- [WORK ORDER] Gather every line in the records below that contains the word "paths".

- [PROVIDED RECORDS]
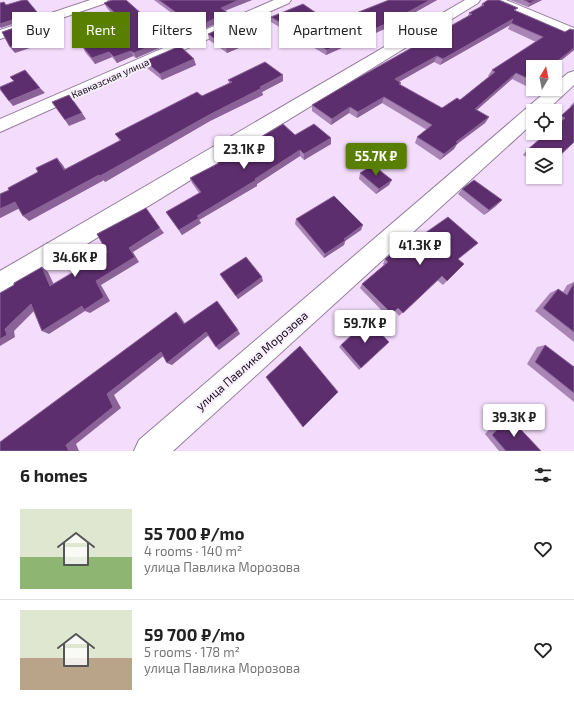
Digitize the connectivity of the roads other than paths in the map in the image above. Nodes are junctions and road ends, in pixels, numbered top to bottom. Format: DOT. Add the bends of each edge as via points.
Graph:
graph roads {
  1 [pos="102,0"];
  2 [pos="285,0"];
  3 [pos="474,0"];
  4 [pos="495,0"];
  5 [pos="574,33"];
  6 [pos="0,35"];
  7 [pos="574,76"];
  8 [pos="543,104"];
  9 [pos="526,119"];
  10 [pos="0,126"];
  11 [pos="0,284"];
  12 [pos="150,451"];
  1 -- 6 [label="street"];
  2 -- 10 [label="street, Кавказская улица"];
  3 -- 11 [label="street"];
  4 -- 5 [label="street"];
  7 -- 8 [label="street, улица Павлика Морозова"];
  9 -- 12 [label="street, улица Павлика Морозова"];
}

==

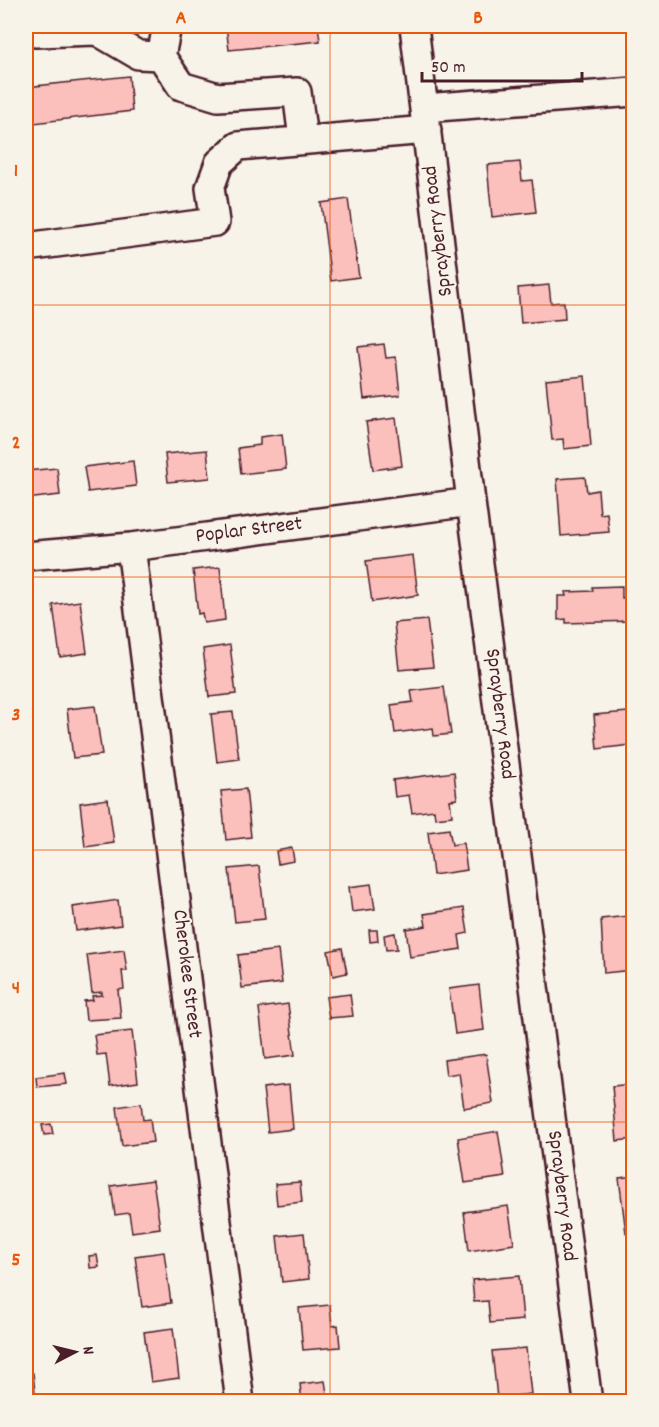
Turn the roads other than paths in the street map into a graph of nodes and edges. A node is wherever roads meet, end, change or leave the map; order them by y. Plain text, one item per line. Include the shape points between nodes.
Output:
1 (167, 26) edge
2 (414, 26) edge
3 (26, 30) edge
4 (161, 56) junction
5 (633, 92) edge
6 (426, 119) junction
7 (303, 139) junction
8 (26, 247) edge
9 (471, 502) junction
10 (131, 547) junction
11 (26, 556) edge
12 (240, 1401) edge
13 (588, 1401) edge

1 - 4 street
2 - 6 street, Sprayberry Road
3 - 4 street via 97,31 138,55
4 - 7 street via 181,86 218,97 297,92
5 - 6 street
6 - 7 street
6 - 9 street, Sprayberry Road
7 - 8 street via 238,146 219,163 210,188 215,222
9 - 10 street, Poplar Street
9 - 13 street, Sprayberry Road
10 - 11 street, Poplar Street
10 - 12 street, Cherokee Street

- [RESULT FOR THIS TASK]
Digitize the connectivity of the roads other than paths in the map in the image above. Nodes are junctions and road ends, in pixels, numbered top to bottom. Format: DOT. Add the bends of each edge as via points.
Turn the roads other than paths in the street map into a graph of nodes and edges. A node is wherever roads meet, end, change or leave the map; order them by y. Plain text, one item per line. Include the shape points between nodes.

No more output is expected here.